SUPPLIED RECORDS section start

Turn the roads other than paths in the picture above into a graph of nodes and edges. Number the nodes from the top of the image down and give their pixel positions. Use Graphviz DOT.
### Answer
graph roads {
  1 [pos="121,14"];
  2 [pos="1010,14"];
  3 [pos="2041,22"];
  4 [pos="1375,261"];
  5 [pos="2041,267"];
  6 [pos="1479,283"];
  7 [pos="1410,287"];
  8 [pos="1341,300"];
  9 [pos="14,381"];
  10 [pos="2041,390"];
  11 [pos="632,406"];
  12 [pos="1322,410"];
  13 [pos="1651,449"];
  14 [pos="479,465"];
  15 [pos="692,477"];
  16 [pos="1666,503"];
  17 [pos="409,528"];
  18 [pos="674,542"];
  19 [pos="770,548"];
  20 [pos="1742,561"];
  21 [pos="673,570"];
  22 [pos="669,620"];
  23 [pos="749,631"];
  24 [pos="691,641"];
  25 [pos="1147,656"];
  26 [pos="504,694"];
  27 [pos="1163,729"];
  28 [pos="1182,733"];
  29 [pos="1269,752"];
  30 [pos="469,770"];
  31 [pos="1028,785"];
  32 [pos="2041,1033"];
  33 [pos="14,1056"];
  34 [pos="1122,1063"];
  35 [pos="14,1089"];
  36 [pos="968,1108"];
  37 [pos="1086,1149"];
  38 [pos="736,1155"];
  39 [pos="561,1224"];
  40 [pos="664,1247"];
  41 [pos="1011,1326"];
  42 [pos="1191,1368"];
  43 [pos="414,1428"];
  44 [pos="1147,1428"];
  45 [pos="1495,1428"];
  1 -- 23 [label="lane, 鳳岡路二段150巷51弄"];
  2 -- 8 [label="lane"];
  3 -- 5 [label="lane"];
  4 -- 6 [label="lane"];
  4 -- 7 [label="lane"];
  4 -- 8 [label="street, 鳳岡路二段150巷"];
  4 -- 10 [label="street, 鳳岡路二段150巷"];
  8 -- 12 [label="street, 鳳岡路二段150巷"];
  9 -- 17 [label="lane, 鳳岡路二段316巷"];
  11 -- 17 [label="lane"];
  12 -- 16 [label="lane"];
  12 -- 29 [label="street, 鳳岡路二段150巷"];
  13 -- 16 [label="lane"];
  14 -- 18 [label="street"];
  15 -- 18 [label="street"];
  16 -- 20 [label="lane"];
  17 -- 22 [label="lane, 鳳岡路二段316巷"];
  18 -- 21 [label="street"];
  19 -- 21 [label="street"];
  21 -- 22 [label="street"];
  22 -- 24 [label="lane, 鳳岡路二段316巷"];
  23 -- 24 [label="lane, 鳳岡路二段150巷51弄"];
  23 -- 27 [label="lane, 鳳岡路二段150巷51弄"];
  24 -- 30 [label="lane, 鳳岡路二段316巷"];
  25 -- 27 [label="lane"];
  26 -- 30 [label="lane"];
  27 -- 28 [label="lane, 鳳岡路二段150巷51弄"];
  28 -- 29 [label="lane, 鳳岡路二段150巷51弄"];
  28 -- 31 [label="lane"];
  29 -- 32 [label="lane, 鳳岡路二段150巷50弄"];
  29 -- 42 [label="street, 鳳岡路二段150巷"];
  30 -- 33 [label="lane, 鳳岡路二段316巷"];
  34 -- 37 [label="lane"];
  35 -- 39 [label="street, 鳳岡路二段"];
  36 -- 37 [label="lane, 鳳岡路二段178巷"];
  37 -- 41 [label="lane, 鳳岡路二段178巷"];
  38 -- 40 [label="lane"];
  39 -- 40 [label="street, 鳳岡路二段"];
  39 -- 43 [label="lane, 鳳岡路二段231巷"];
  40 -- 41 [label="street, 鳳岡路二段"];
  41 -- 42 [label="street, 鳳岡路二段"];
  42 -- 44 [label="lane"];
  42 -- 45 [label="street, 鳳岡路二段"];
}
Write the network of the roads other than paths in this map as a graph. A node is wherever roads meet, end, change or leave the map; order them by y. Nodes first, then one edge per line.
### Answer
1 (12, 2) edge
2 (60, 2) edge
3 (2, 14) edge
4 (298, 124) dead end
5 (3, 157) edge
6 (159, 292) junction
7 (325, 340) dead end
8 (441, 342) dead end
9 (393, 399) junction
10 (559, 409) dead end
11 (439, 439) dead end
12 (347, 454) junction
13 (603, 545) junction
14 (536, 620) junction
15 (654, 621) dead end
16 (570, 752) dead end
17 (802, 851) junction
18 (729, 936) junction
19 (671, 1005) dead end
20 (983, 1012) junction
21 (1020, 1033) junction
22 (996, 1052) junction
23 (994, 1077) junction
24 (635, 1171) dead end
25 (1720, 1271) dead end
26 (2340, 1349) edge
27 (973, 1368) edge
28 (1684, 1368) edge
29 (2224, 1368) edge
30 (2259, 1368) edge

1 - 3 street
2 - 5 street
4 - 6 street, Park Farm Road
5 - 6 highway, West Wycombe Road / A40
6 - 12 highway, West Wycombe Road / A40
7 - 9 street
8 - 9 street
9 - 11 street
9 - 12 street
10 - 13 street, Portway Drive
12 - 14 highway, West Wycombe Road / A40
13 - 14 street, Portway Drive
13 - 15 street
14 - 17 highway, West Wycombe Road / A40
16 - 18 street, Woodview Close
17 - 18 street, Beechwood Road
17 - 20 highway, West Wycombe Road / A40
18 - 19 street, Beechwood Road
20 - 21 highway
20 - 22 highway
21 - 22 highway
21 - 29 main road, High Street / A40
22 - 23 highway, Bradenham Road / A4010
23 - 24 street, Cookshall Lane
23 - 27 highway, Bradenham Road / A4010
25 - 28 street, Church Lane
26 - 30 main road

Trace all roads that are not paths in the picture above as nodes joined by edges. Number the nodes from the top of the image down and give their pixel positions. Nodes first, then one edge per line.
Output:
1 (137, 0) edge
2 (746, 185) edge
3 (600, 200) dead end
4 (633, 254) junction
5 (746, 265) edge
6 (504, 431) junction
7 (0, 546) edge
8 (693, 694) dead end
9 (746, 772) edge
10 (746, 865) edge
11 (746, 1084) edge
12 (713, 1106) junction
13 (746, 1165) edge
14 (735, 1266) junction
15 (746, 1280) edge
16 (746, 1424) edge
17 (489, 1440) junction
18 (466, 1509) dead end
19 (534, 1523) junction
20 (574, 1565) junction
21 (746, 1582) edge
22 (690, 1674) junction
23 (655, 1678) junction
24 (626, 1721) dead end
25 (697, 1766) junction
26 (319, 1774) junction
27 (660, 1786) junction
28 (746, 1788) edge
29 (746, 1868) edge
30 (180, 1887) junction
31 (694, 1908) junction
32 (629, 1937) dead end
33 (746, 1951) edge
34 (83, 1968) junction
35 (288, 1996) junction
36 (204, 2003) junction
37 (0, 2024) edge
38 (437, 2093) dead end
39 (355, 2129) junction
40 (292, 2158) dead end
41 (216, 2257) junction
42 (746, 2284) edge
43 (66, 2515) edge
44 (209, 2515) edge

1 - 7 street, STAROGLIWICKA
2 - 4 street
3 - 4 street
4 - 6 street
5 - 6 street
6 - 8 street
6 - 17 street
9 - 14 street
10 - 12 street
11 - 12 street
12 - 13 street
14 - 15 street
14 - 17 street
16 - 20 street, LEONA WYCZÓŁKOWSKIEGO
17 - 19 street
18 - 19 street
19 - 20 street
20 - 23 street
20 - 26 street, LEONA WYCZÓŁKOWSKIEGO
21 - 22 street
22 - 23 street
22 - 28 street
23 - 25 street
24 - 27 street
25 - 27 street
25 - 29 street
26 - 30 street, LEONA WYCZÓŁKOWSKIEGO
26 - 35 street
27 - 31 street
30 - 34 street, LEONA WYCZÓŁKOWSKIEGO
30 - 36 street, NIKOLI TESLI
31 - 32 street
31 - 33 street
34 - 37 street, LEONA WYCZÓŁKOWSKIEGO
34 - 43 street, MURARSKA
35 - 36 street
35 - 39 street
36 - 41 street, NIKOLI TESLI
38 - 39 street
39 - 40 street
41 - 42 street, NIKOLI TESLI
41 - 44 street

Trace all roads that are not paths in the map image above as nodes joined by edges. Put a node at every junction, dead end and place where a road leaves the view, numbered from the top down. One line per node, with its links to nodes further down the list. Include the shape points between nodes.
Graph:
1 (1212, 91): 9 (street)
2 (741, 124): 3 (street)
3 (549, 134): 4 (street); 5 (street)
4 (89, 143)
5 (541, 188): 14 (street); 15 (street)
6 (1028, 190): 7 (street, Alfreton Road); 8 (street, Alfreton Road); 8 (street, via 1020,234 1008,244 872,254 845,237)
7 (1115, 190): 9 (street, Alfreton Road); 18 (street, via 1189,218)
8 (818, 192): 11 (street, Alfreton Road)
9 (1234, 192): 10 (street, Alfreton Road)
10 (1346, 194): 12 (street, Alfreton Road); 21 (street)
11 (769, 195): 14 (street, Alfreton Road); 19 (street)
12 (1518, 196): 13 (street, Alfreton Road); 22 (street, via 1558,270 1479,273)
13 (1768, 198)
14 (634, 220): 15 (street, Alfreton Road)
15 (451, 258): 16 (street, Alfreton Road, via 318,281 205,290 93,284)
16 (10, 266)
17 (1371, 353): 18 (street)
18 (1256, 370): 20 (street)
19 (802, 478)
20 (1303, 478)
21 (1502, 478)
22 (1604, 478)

SUPPLIED RECORDS section end

■ **WHAT THE EXERCISE ASKS**
Show all lines in the records above that hold "Beechwood".

■ **RESULT FOR THIS TASK**
17 - 18 street, Beechwood Road
18 - 19 street, Beechwood Road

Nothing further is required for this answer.